Your passport says “Canada” but you grew up abroad. Your dad was in the armed forces in Germany, perhaps, or your mother was an executive in South America, or maybe both parents were missionaries and you attended school with the local kids in a Japanese village.
How do you acclimate when you return to Canada? You appear to be like every other Canadian kid, but do you feel that way?
And how does all of it — the travel, the different cultures, the moving and leaving friends behind — affect you later in life?
Shelly Lyons is studying those questions and “Third Culture Kids” — “children who have spent a significant number of their developmental years in a country other than their passport country” — as part of her research as a candidate in the Doctor of Business Administration program at 企鹅电竞查询v6.9 安卓版 University.

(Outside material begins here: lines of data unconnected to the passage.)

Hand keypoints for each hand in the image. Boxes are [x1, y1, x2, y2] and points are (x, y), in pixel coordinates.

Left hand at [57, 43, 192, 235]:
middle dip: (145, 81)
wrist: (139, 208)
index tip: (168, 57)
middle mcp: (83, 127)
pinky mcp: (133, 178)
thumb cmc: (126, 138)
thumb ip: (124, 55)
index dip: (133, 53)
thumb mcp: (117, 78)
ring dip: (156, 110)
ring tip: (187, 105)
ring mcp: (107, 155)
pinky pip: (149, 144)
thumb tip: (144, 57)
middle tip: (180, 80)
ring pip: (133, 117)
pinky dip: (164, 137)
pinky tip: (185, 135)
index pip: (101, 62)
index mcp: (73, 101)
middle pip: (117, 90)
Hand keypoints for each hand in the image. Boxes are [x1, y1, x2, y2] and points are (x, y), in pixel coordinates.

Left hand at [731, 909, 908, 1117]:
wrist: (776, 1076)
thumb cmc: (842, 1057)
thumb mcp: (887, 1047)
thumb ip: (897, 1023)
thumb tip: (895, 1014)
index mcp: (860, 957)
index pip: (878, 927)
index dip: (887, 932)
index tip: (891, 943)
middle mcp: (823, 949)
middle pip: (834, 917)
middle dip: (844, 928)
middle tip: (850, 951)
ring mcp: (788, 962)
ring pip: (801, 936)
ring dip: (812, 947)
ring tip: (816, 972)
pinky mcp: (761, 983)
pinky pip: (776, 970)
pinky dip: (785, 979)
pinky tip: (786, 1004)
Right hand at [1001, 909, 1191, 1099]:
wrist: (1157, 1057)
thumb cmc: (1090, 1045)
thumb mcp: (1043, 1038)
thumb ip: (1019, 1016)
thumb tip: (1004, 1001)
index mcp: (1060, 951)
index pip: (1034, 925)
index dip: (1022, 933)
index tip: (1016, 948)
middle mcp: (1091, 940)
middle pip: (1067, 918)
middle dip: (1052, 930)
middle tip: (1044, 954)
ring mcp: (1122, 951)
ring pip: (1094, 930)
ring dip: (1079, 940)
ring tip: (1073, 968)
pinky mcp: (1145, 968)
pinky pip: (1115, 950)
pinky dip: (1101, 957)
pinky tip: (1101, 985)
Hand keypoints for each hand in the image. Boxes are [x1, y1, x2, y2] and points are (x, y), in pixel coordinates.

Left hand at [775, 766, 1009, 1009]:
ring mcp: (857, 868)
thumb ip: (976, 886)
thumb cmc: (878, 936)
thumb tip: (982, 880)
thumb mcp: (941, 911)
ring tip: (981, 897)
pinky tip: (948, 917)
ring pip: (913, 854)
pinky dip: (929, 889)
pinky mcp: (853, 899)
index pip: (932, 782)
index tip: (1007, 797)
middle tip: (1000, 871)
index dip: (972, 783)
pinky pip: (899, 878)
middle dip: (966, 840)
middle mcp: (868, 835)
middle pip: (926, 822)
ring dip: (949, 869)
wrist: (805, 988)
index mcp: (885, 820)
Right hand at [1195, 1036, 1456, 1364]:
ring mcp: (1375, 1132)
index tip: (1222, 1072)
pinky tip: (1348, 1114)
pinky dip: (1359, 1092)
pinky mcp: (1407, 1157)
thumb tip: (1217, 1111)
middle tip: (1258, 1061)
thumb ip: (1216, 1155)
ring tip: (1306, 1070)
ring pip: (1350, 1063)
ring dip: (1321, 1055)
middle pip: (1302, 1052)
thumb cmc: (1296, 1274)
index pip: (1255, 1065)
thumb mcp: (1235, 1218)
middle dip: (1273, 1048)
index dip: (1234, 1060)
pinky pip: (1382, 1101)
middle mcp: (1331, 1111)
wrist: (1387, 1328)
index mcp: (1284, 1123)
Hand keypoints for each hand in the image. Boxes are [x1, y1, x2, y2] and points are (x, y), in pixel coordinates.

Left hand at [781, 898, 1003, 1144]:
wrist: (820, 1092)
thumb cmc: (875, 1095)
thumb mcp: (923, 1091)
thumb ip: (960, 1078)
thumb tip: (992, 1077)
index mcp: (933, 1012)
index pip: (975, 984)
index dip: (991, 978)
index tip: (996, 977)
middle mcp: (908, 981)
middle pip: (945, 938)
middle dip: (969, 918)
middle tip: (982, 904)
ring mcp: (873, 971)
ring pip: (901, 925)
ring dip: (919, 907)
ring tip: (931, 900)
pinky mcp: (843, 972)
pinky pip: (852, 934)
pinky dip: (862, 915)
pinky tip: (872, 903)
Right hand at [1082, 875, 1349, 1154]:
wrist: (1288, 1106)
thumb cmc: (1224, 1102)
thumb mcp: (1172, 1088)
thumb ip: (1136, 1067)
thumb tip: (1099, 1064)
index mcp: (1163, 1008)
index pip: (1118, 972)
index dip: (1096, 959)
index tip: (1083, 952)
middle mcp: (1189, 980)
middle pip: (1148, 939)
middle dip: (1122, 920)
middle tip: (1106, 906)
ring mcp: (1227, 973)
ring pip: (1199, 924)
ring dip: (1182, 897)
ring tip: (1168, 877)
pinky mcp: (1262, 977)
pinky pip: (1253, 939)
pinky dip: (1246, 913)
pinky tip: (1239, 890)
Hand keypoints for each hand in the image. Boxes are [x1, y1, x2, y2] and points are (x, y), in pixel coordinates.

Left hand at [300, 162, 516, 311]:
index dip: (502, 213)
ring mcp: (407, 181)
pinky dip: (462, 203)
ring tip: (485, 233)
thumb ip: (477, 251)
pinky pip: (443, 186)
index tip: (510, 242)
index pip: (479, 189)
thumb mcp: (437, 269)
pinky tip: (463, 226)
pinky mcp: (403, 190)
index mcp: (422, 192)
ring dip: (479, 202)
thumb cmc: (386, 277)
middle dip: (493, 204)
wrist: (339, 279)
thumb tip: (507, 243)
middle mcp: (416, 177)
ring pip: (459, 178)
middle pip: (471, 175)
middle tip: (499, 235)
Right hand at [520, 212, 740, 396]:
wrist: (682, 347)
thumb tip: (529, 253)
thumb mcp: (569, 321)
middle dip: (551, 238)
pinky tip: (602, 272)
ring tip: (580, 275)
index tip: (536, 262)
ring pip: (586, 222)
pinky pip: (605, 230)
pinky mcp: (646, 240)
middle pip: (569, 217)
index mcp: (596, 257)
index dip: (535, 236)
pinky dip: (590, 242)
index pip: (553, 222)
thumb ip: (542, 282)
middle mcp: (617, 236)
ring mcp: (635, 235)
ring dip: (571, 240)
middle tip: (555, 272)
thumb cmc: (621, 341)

An assistant professor of Organizational Management at Crandall University in Moncton, NB, where she’s also coordinator of the Bachelor of Arts in Organizational Management program, she was awarded a $120,000 Mitacs Accelerate grant to partner with Outreach Canada on her research.
The four-year project begins August 2022, asking the overarching question: "How can spiritual self-leadership inspire identity development and sense of belonging in adult Third Culture Kids (ATCKs), in order for them to fully realize their potential and value contribution in the workplace?"
“For people who have experienced many different cultures in their childhood particularly, it’s sometimes challenging to know who you really are,” says Lyons, who grew up in Yarmouth, NS and has lived her entire life in the province, now residing in tiny Oxford, NS (population: 1,200).
“Many ATCKs don’t know where they belong or if they belong,” she says. “Because of their highly mobile childhood, they don’t have a geographical location to call home.”
Lyons notes they’re sometimes called “hidden immigrants” because when they return to Canada, “they may look like they fit in, they may speak like they fit in, but their mindset, the way they think can be very different because maybe they’ve grown up in China or South America somewhere… They may not know how to act in this context and everybody thinks they should know how to act.”
As tough as it is for children and teens returning to a homeland that doesn’t feel like home, it can result in further difficulties as they age, she says.
Adult Third Culture Kids often experience both rootlessness and restlessness — “They laughingly call it ‘itchy feet,’” she says — and feel the need to move on more frequently, from places, jobs, even relationships.
“They’ve said ‘goodbye’ so many times as a child because of mobility that they have this accumulated grief, and sometimes they don’t want to go too deep with people because inevitably you have to say goodbye,” Lyons says.
But these former travelling children bring with them positives, too.
“They see a much wider perspective and have a different way of working with other cultures, that often we monocultural folk don’t do as well as. They see globally. They’re not tied to any one country in their minds.”
The key — and a part of her research — is “how they can leverage their value… especially to Canada and our changing demographics in this country.
“They are going to be leaders for us because they already have the cross-cultural skills. They sometimes have the linguistic abilities to communicate with people from other countries. They have sensitivity, that cultural intelligence.”
Lyons’ experience working with a faith-based organization and missionary families returning to Canada sparked her interest and influenced her earlier masters research on the topic (she has a Master of Adult Education from St. Francis Xavier University as well as a Bachelor of Arts in Organizational Management from Crandall).
“Hearing their struggles inspired a passion within me to want to walk with them and contribute to whatever it is that could help them out.”